Reading 1: The Mobile Media Reader
This reading was in regard to the evolution and change that has happened with reading and the mobility of it over time. The article traced back the history of the book to the Jews and then Arabs. The book itself went from scroll to codex then leading to mass production. In most societies books started out for the elite but have now become readily available to almost all in most modern societies. I found out that books were the first form of mobile media which I found very interesting. The advancement of how mobile reading and e-books has evolved heavily since 2007. This now includes apps, readers and reading compatibility on almost every device. E-readers broadened mobile media through wireless distribution of not only books but also magazines, articles, and the news. As mobile media and technology has developed so has the concept of the book. Though the article focuses a lot on the mobile media side of books it also talks about how the traditional book is still very apparent and hasn’t seen a large decrease. Overall, I gained a lot from this article, including that the book hasn’t been replaced through our media. Rather the book has adjusted and grown with our use of technology to something more user friendly.
Reading 2: Collecting Space and Place in Mobile Media
This reading is about the global positioning systems that we have in mobile phone. It’s all about understanding mobile location-based media and remapping spaces. Geo-location has made it so that online users can update their status’s, photo locations and constantly be posting where they are at location wise at all time. This can be both good and bad depending on the circumstances. The reading also focused a lot on an app called Foursquare which I found very interesting because this is something I hadn’t heard of before. The location-based app allows users to essentially explore a city and unlock and discover new things the more you and your friends use it. It’s a social media type platform where you can earn different things by checking into more places. In the app the map doesn’t allow you to zoom in or out to see what is nearby and it doesn’t really allow much discovery. I found the app very interested and not something I personally would use because I think it could be dangerous. Users have to frequently check into locations based on where they are making it easier for someone on the internet to always know where you are. I really enjoyed reading this because I found it very thought provoking.

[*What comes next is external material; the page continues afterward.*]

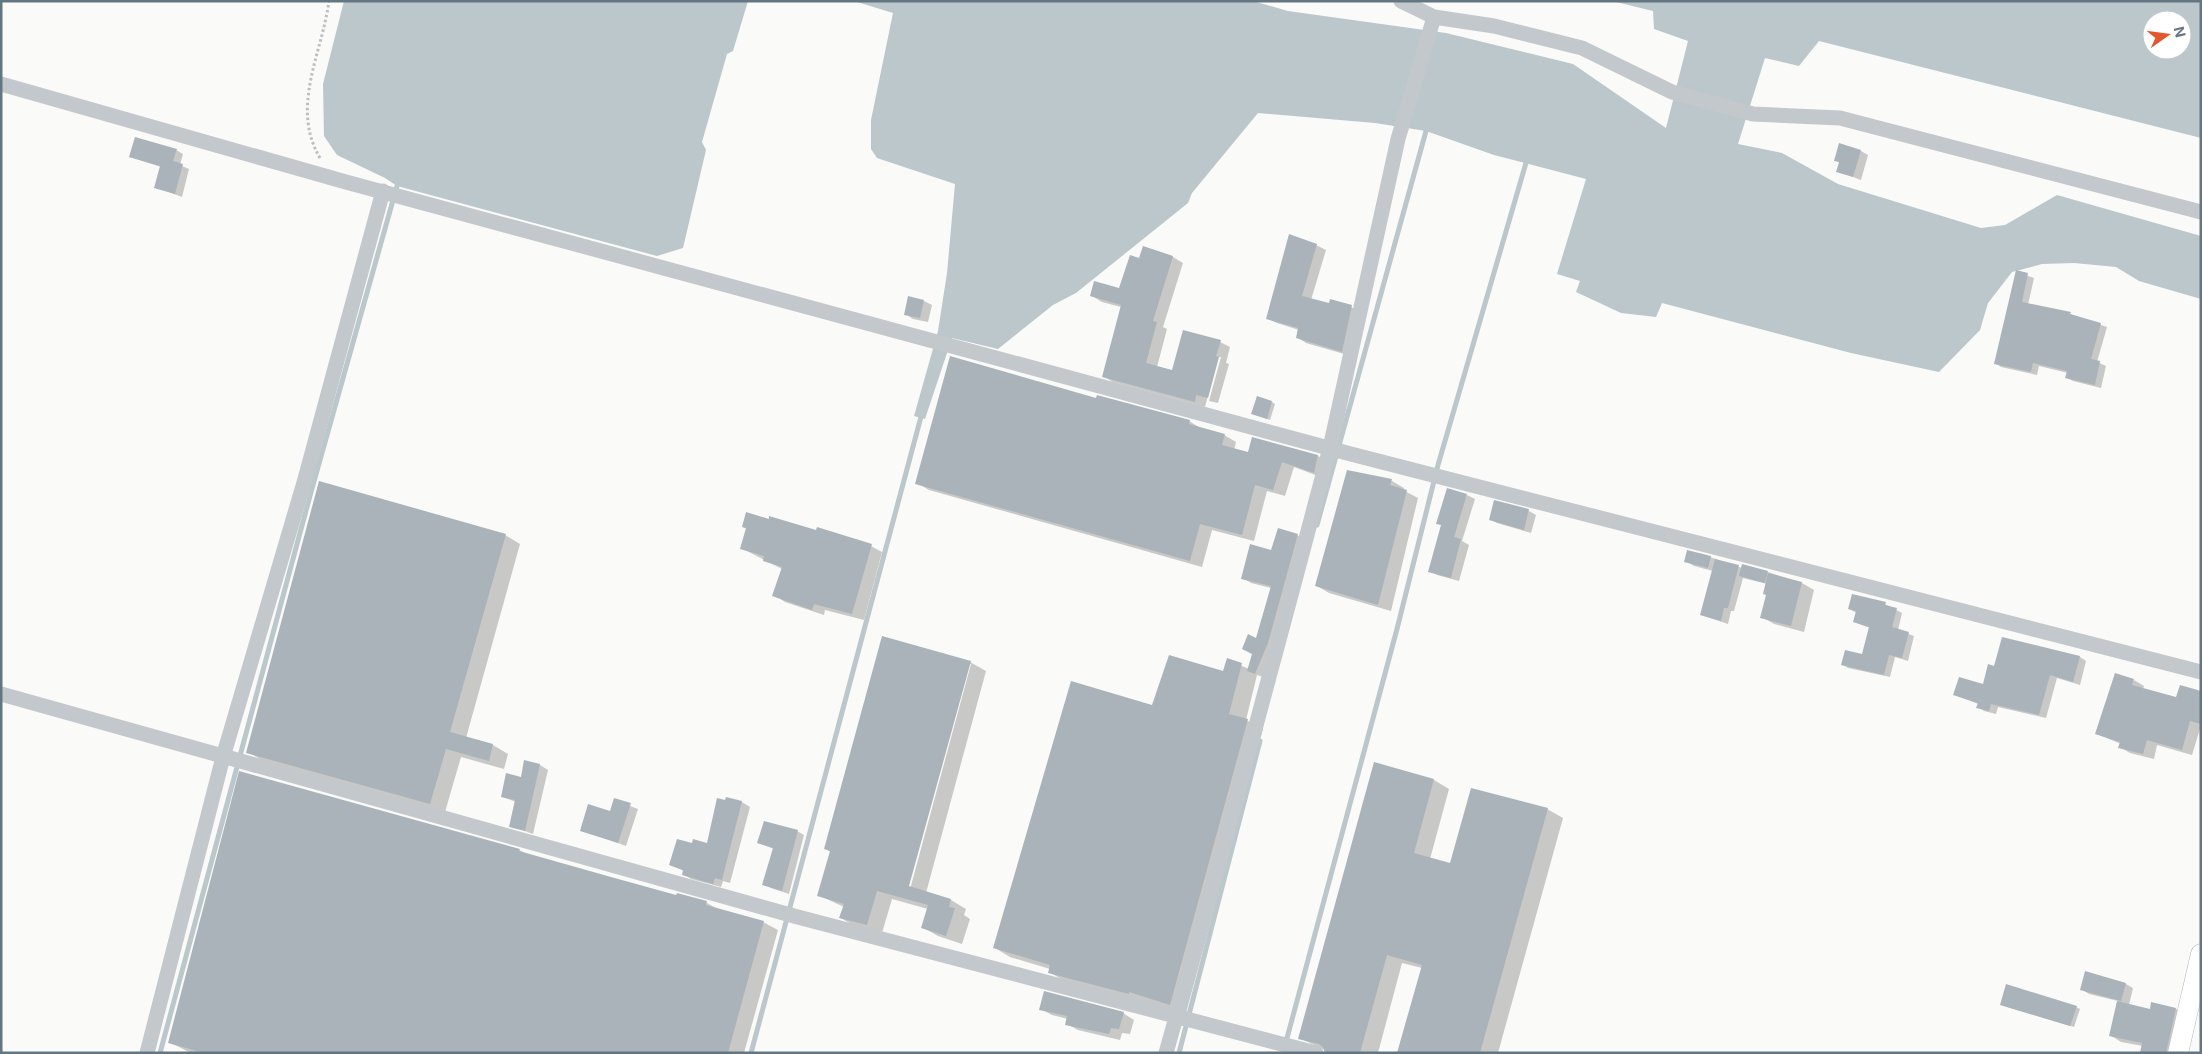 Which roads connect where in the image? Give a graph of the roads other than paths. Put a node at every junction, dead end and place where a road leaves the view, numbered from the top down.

I think that both of the articles are very different but connect in the broader sense because I chose to read about the mobility of the e-reader as well as global position in mobile media. I think largely both can connect to tablets and smaller hand-held devices. I-Pads for example allow not only the use of e-books but also global positioning services. The device comes with predownloaded Apple apps for both iBooks and maps. Through the book app you can download books, and audio books. And the maps app is the same as on most Apple devices allowing you to find locations of places, yourself and receive directions. The iPad also allows you to download other e-reading and location-based media apps such as the pre-loaded find my friends app and games like Pokémon Go. Overall, I think this device encompasses a lot of the qualities from both the different forms of mobile media in a large-scale aspect.
The technology example I chose largely applies to class, because iPad and other hand-held tablet devices are widely used within our media consumers. This allows consumers to surf and scroll through the web and other social media apps on a larger screen. It’s a bigger version of a phone but a smaller version of a computer. Applying this to mobile media technology is easy because when developing most advancing apps or platforms they need to be user friendly on larger devices. I think the device encompasses most of what we have talked about so far this semester!
- Have you seen a downhill trend in the number of physical books being read in society since most things have gone digital?
- Eventually do you think the use of physical bound books will start to decrease on a large scale?
- Do you think location-based technology hinders our online safety?